At the shops on Boxing Day, everybody was tired and pale and washed out and marked down. Extended shop hours give people a working schedule which is frankly unkind. And no, the answer isn’t machines.

You can’t say that the Australian bush fires were in the background – they felt very present – and since we can’t rescue or heal millions of burnt animals, their bodies will go back to the ravaged soil. What will happen to the homeless humans is another matter.

Now that Mr.Trump has stamped his thoughtless foot on Iranians in Iraq, British troops are in the Iranian firing line. And the Foreign Office has to tell people not to go there. Gosh, I wonder why ?

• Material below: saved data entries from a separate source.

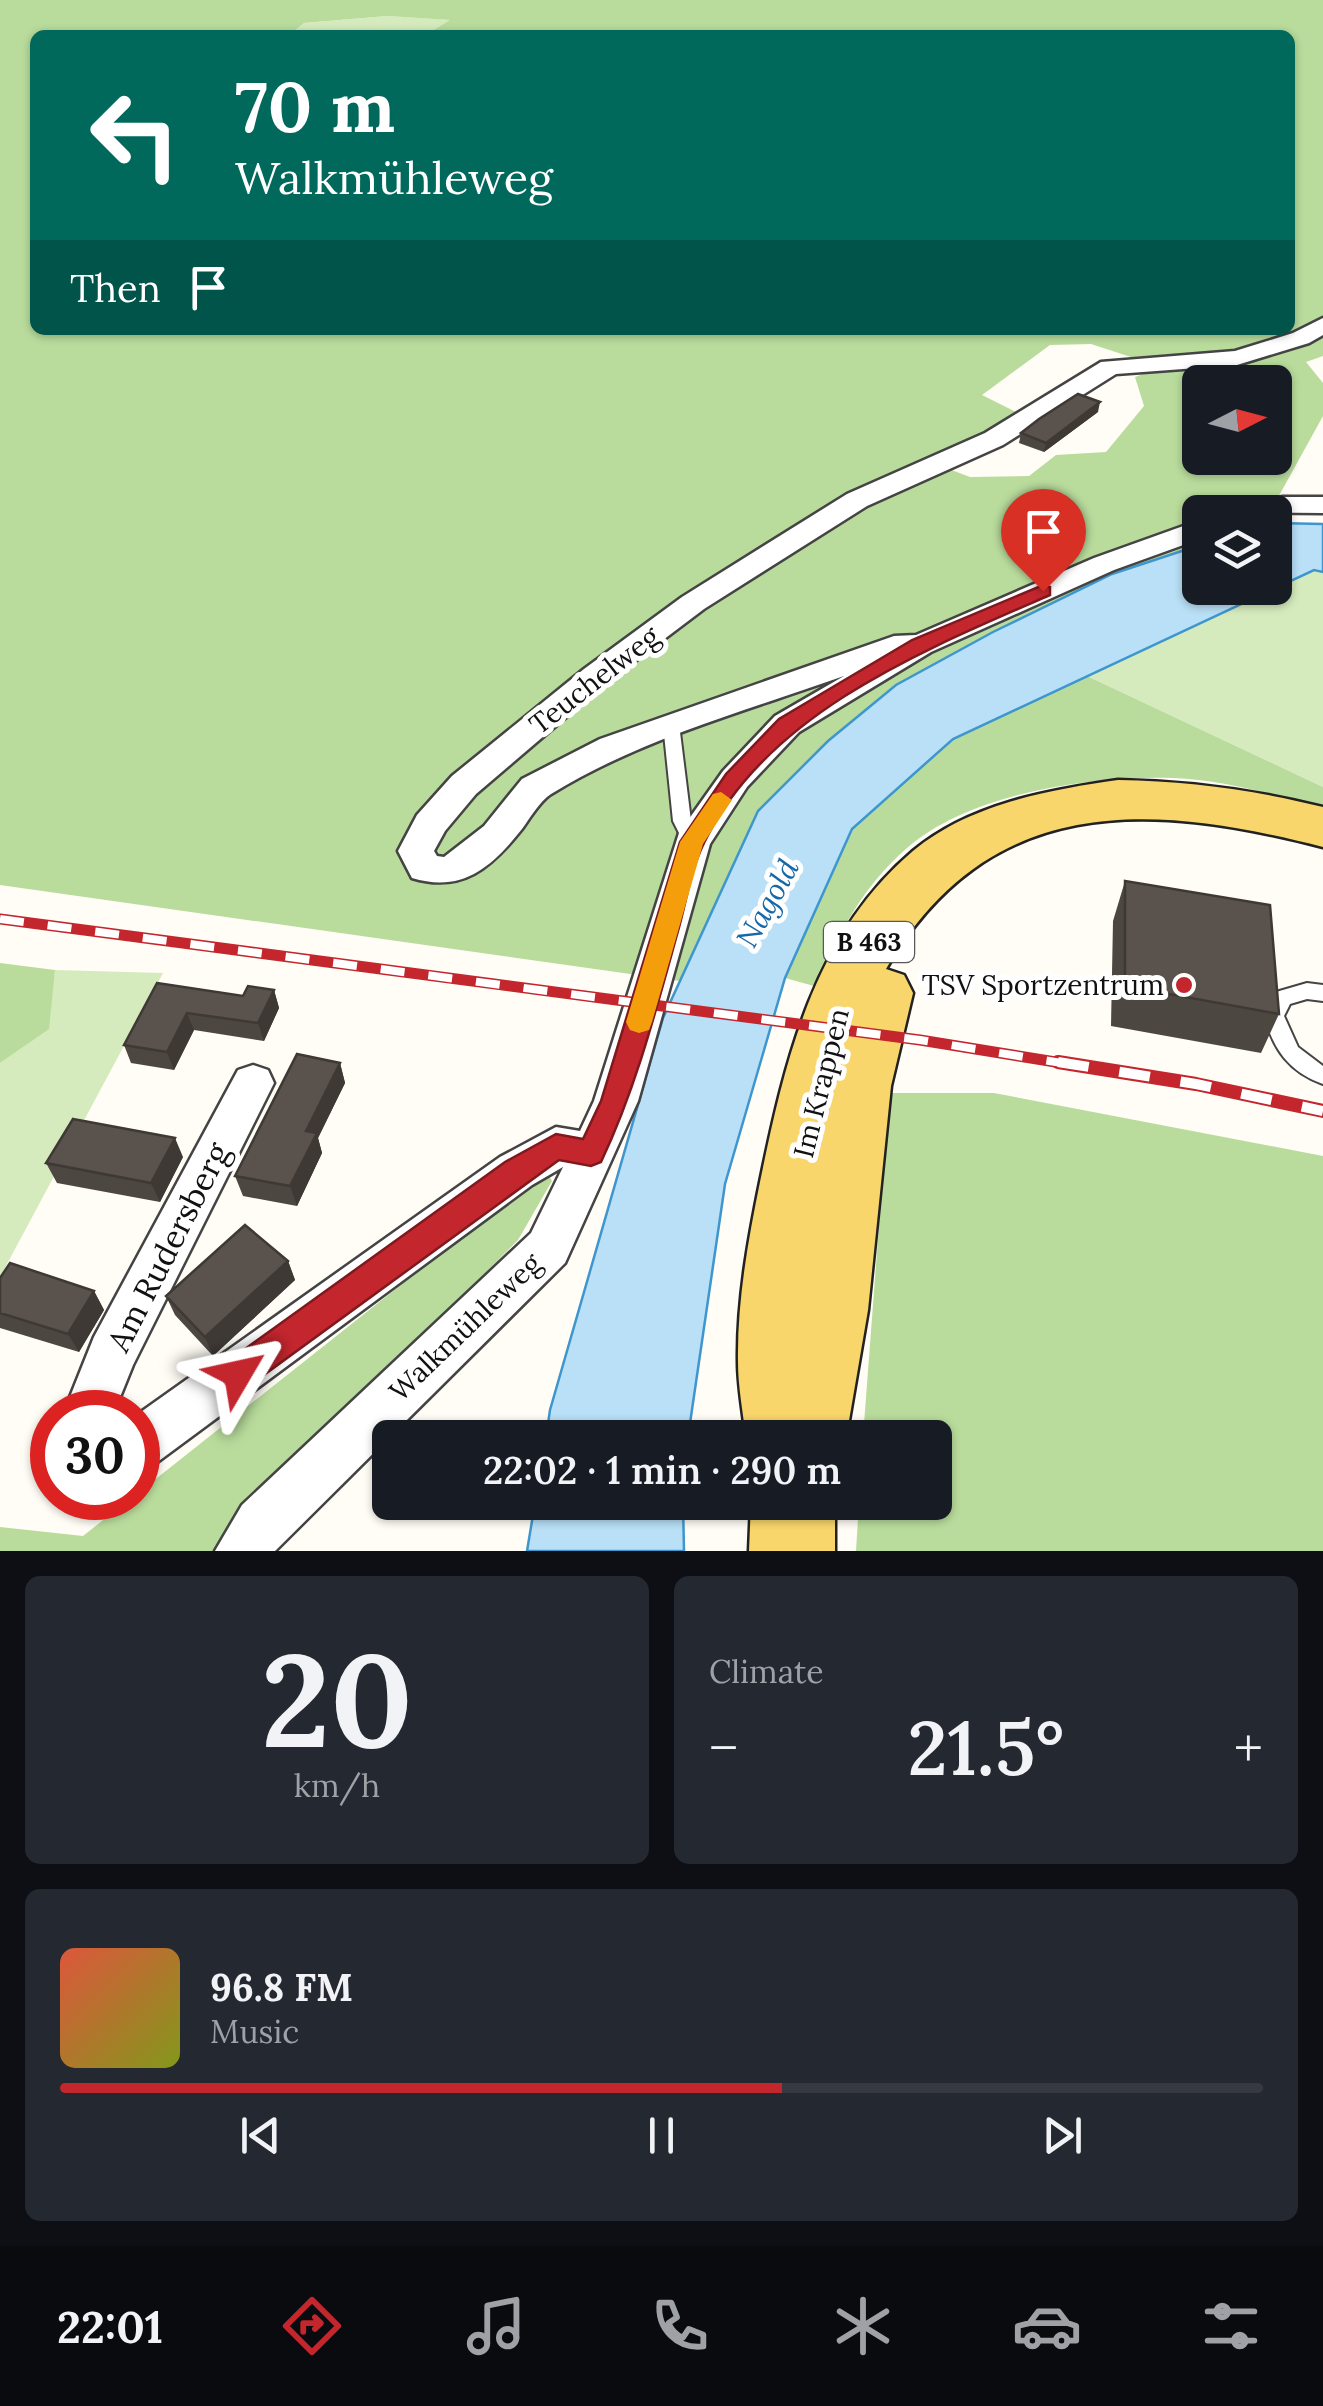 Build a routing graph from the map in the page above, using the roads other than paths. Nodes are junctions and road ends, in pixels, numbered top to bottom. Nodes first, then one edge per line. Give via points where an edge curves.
1 (1323, 325) edge
2 (1292, 505) edge
3 (1323, 506) edge
4 (1182, 536) edge
5 (920, 644) junction
6 (671, 724) junction
7 (1323, 827) edge
8 (692, 842) junction
9 (1323, 854) edge
10 (1323, 994) edge
11 (1323, 1076) edge
12 (254, 1083) dead end
13 (591, 1153) junction
14 (98, 1390) edge
15 (785, 1420) edge
16 (809, 1420) edge
17 (160, 1429) edge
18 (242, 1551) edge

1 - 6 street, Teuchelweg via 1237,358 1110,368 994,439 856,500 693,603 464,785 416,851 424,868 450,871 496,835 534,788 612,746
2 - 3 street
4 - 5 street, Walkmühleweg
5 - 6 street, Teuchelweg via 905,643
5 - 8 street, Walkmühleweg via 787,724 734,779
6 - 8 lane via 682,821
7 - 15 main road, Im Krappen / B 463 via 1210,801 1088,800 977,834 928,867 884,916 849,976 814,1092 788,1224 777,1361
8 - 13 street, Walkmühleweg via 616,1101
9 - 16 main road, Im Krappen / B 463 via 1184,828 1117,829 1012,858 966,882 929,914 896,958 872,1015 854,1104 826,1352
10 - 11 lane via 1283,998 1274,1016 1282,1045
12 - 14 street, Am Rudersberg
13 - 17 street via 556,1146 516,1171
13 - 18 street, Walkmühleweg via 548,1248 261,1524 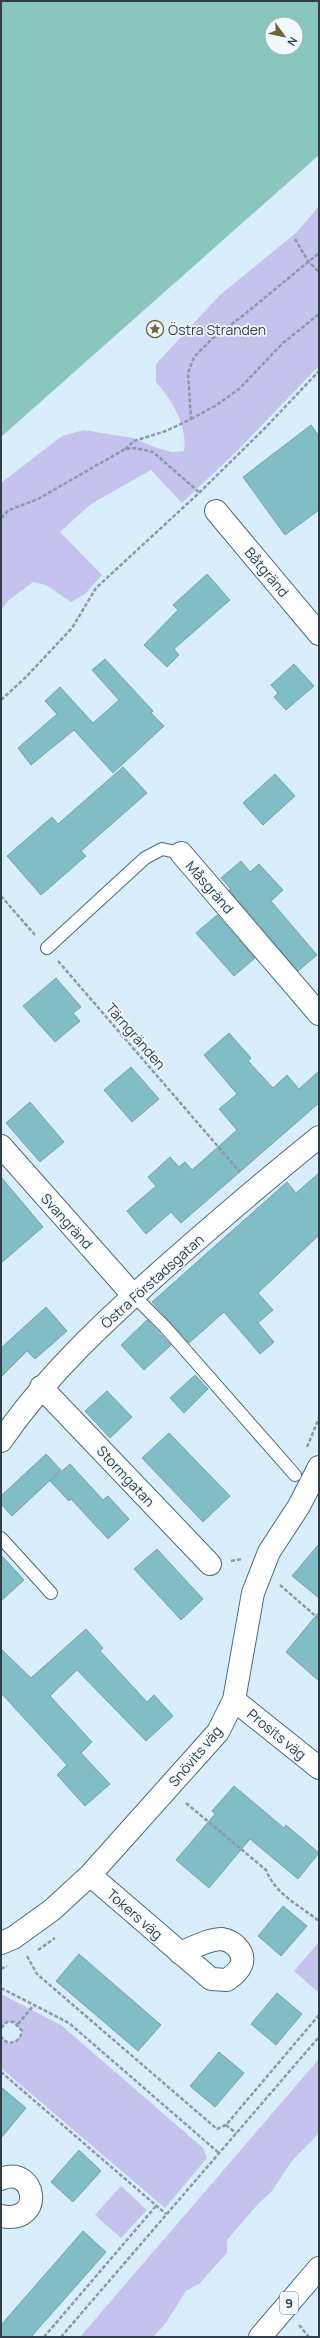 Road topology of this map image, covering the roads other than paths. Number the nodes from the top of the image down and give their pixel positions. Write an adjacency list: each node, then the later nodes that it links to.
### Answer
1 (216, 511): 2 (street, Båtgränd)
2 (318, 629)
3 (181, 853): 4 (lane, Måsgränd); 5 (street, Måsgränd)
4 (47, 948)
5 (319, 1014)
6 (319, 1137): 8 (street, Östra Förstadsgatan)
7 (1, 1146): 8 (street, Svangränd)
8 (134, 1295): 9 (street, Östra Förstadsgatan); 12 (lane)
9 (41, 1387): 10 (street, Östra Förstadsgatan); 14 (street, Stormgatan)
10 (1, 1441)
11 (319, 1467): 16 (street, Snövits väg)
12 (295, 1474)
13 (1, 1538): 15 (lane)
14 (210, 1564)
15 (51, 1593)
16 (234, 1700): 17 (street, Prosits väg); 18 (street, Snövits väg)
17 (319, 1768)
18 (90, 1876): 19 (street, Snövits väg); 20 (street, Tokers väg)
19 (1, 1943)
20 (180, 1953)
21 (1, 2180): 22 (street)
22 (1, 2216)
23 (319, 2268): 24 (street, 9)
24 (260, 2337) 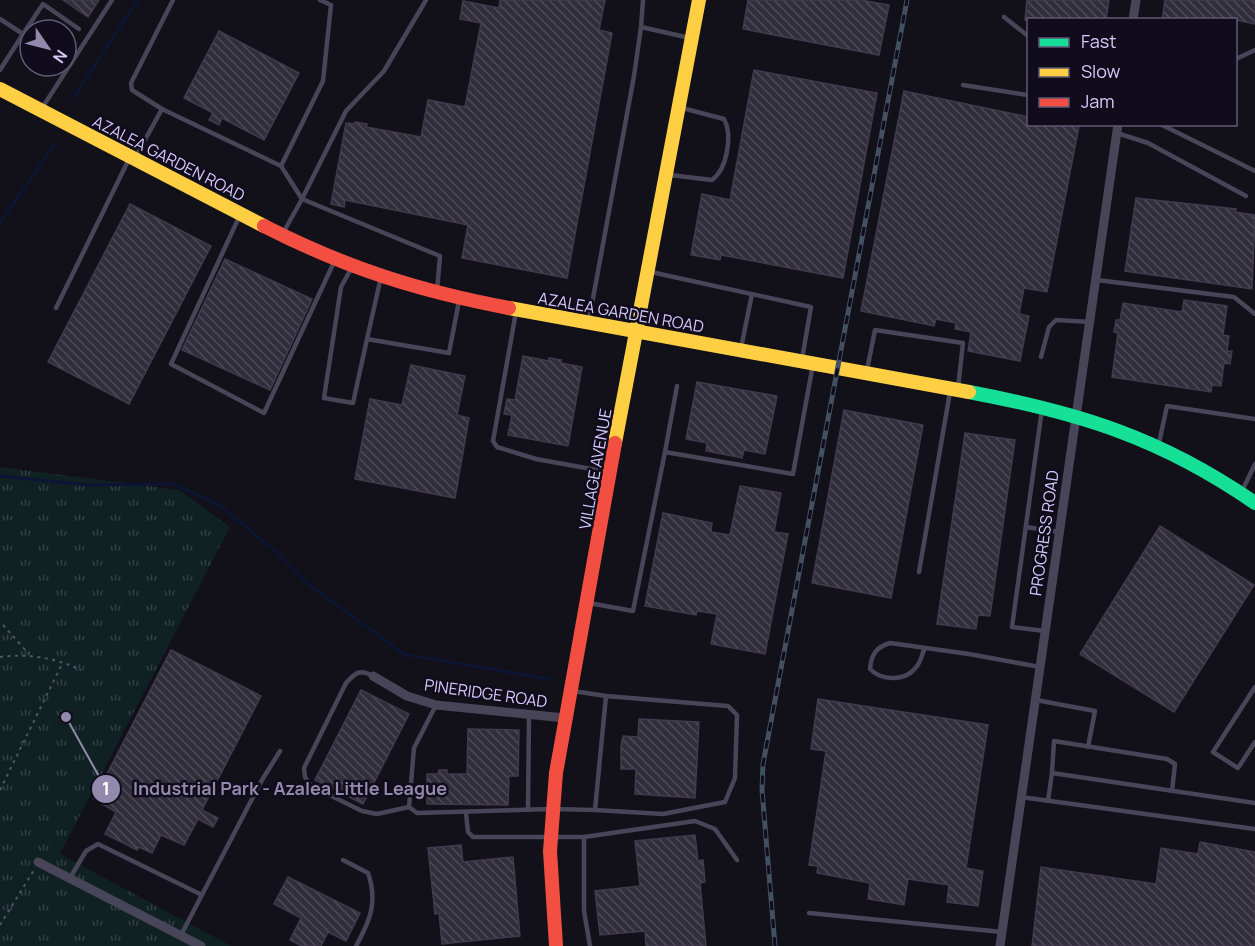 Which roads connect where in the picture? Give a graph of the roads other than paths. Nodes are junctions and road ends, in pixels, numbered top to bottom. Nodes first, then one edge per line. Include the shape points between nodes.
1 (112, 0) edge
2 (174, 0) edge
3 (320, 0) edge
4 (426, 0) edge
5 (643, 0) edge
6 (699, 0) edge
7 (1136, 0) edge
8 (1004, 17) dead end
9 (34, 18) edge
10 (63, 18) edge
11 (1133, 18) edge
12 (0, 19) edge
13 (641, 27) junction
14 (18, 31) edge
15 (1027, 34) edge
16 (692, 39) junction
17 (18, 42) edge
18 (1255, 50) edge
19 (1237, 59) edge
20 (0, 70) edge
21 (963, 85) dead end
22 (0, 89) edge
23 (1027, 95) edge
24 (680, 107) junction
25 (162, 109) junction
26 (40, 110) junction
27 (1164, 126) edge
28 (1118, 129) edge
29 (132, 158) junction
30 (281, 166) junction
31 (1255, 171) edge
32 (667, 175) junction
33 (1246, 196) dead end
34 (302, 199) junction
35 (241, 213) junction
36 (282, 235) junction
37 (335, 259) junction
38 (352, 267) junction
39 (648, 272) junction
40 (381, 277) junction
41 (1097, 280) junction
42 (436, 293) junction
43 (752, 294) junction
44 (460, 298) junction
45 (56, 308) dead end
46 (516, 309) junction
47 (1255, 314) edge
48 (589, 322) junction
49 (1091, 322) junction
50 (636, 331) junction
51 (367, 339) junction
52 (741, 351) junction
53 (1041, 357) dead end
54 (807, 363) junction
55 (866, 374) junction
56 (676, 386) dead end
57 (954, 390) junction
58 (1043, 406) junction
59 (1077, 415) junction
60 (1255, 419) edge
61 (1158, 446) junction
62 (665, 452) junction
63 (1255, 464) edge
64 (611, 472) junction
65 (1241, 493) junction
66 (1255, 503) edge
67 (1026, 527) junction
68 (1059, 533) junction
69 (919, 572) dead end
70 (587, 603) junction
71 (1046, 631) junction
72 (925, 648) junction
73 (1040, 667) junction
74 (373, 676) joint
75 (1255, 687) edge
76 (570, 691) junction
77 (606, 696) junction
78 (1036, 700) junction
79 (436, 705) junction
80 (529, 715) junction
81 (565, 718) junction
82 (1255, 742) edge
83 (1088, 747) junction
84 (280, 751) dead end
85 (1052, 773) junction
86 (1172, 791) junction
87 (1022, 797) junction
88 (1047, 801) junction
89 (1255, 803) edge
90 (409, 807) junction
91 (552, 809) junction
92 (528, 810) junction
93 (595, 810) junction
94 (466, 813) junction
95 (1255, 829) edge
96 (584, 837) junction
97 (551, 838) junction
98 (343, 860) dead end
99 (737, 860) dead end
100 (38, 862) road end
101 (70, 879) junction
102 (202, 895) junction
103 (809, 913) dead end
104 (1002, 932) junction
105 (181, 935) junction
106 (201, 946) edge
107 (356, 946) edge
108 (556, 946) edge
109 (590, 946) edge
110 (1000, 946) edge

1 - 26 lane
2 - 25 lane via 131,83 132,90
3 - 30 lane via 331,5 323,81
4 - 34 lane via 384,71 346,111
5 - 13 lane
6 - 16 main road, VILLAGE AVENUE
7 - 11 street
8 - 15 lane
9 - 10 lane via 43,4
12 - 14 lane
13 - 16 lane
13 - 48 lane
16 - 24 main road, VILLAGE AVENUE
17 - 20 lane
18 - 19 lane
21 - 23 lane
22 - 26 main road, AZALEA GARDEN ROAD
24 - 32 main road, VILLAGE AVENUE
24 - 32 lane via 724,119 729,128 726,151 721,173 712,180
25 - 29 lane
25 - 30 lane
26 - 29 main road, AZALEA GARDEN ROAD
27 - 31 lane
28 - 33 lane
28 - 41 street, PROGRESS ROAD
29 - 35 main road, AZALEA GARDEN ROAD
29 - 45 lane
30 - 34 lane
32 - 39 main road, VILLAGE AVENUE
34 - 36 lane
34 - 42 lane via 440,256
35 - 36 main road, AZALEA GARDEN ROAD
35 - 37 lane via 171,364 264,413
36 - 37 main road, AZALEA GARDEN ROAD
37 - 38 main road, AZALEA GARDEN ROAD
38 - 40 main road, AZALEA GARDEN ROAD
38 - 51 lane via 341,287 324,398 353,403
39 - 43 lane
39 - 50 main road, VILLAGE AVENUE
40 - 42 main road, AZALEA GARDEN ROAD
40 - 51 lane
41 - 47 lane via 1234,297
41 - 49 street, PROGRESS ROAD
42 - 44 main road, AZALEA GARDEN ROAD
43 - 52 lane
43 - 54 lane via 811,307
44 - 46 main road, AZALEA GARDEN ROAD
44 - 51 lane via 449,353
46 - 48 main road, AZALEA GARDEN ROAD
46 - 64 lane via 493,441 497,447 536,459
48 - 50 main road, AZALEA GARDEN ROAD
49 - 53 lane via 1056,320 1049,327
49 - 59 street, PROGRESS ROAD
50 - 52 main road, AZALEA GARDEN ROAD
50 - 64 main road, VILLAGE AVENUE
52 - 54 main road, AZALEA GARDEN ROAD
54 - 55 main road, AZALEA GARDEN ROAD
54 - 62 lane via 793,474
55 - 57 main road, AZALEA GARDEN ROAD
55 - 57 lane via 875,330 963,343
56 - 62 lane
57 - 58 main road, AZALEA GARDEN ROAD
57 - 69 lane
58 - 59 main road, AZALEA GARDEN ROAD
58 - 67 lane
59 - 61 main road, AZALEA GARDEN ROAD
59 - 68 street, PROGRESS ROAD
60 - 61 lane via 1167,406
61 - 65 main road, AZALEA GARDEN ROAD
62 - 70 lane via 633,611
63 - 65 lane
64 - 70 main road, VILLAGE AVENUE
65 - 66 main road, AZALEA GARDEN ROAD
67 - 68 lane
67 - 71 lane via 1012,627
68 - 71 street, PROGRESS ROAD
70 - 76 main road, VILLAGE AVENUE
71 - 73 street, PROGRESS ROAD
72 - 72 lane via 881,646 871,659 870,669 889,679 902,676 917,667
72 - 73 lane
73 - 78 street, PROGRESS ROAD
74 - 79 street, PINERIDGE ROAD via 407,696
74 - 90 lane via 357,672 346,683 304,768 305,777 311,786 362,811 377,814
75 - 82 lane via 1213,752 1238,768
76 - 77 lane
76 - 81 main road, VILLAGE AVENUE
77 - 93 lane
77 - 93 lane via 728,706 737,715 735,778 725,802 663,814
78 - 83 lane via 1095,711
78 - 87 street, PROGRESS ROAD
79 - 80 street, PINERIDGE ROAD
79 - 90 lane via 414,748
80 - 81 street, PINERIDGE ROAD
80 - 92 lane
81 - 91 main road, VILLAGE AVENUE
83 - 85 lane via 1054,741
83 - 86 lane via 1167,759 1175,764
84 - 102 lane
85 - 86 lane
85 - 88 lane
86 - 89 lane
87 - 88 lane
87 - 104 street, PROGRESS ROAD
88 - 95 lane
90 - 94 lane via 417,813
91 - 92 lane
91 - 93 lane
91 - 97 main road, VILLAGE AVENUE
92 - 94 lane
94 - 97 lane via 468,832 473,837
96 - 97 lane
96 - 99 lane via 695,821 715,829
96 - 109 lane via 584,911
97 - 108 main road, VILLAGE AVENUE
98 - 107 lane via 368,873 373,886 374,904
100 - 101 street
101 - 102 lane via 86,851 98,844
101 - 105 street
102 - 105 lane
103 - 104 lane
104 - 110 street, PROGRESS ROAD
105 - 106 street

Is there a diplomat with a brain who can apply himself or herself to getting the young woman claiming gang rape out of Cyprus before she has a total breakdown or kills herself or both ? Once she is steadied – and that will take time – she will have to face some sort of hearing in the country where the offence (whatever it was) took place but properly represented. And Cypriot tills should stop ringing long enough to consider that this might have happened to somebody they know, somebody’s sister or somebody’s daughter. They have sex too and with people as distasteful as the young Israelis spirited quickly away so as not to disturb trade agreements (tills again). Nobody goes to Ayia Napa for the view.

They do go to the beautiful Alpine village which is the alleged model for the village in Disney’s Frozen, thousands of them, mostly from the Far East, dragging suitcases and expectation in the way that has come to make worldwide tourism and “anybody can do anything” frankly distasteful. You want to read about what the future in China’s hands may mean ? Read about Hallstatt. And stay home or go to a local resort.

Does anybody ever read those long lists of books and pop records, future television productions and films which fill unsatisfactory pages in papers ? A list is a list is a list, it is not intrinsically interesting and I haven’t the brainspace to carry around the media equivalent of a large box of Milk Tray.

The best book I got this Christmas came from Oxfam in Kensington High Street and it cost £3. It is called The Big Screen by David Thomas and it makes you think through the overview of cinema and all the other screens, I have chosen to read it rather than watching BBC4’s latest Nordic noir which is more like Nordic noodle.

If ever there was an occasion when it is wholly necessary to live each day at a time, it is New Year.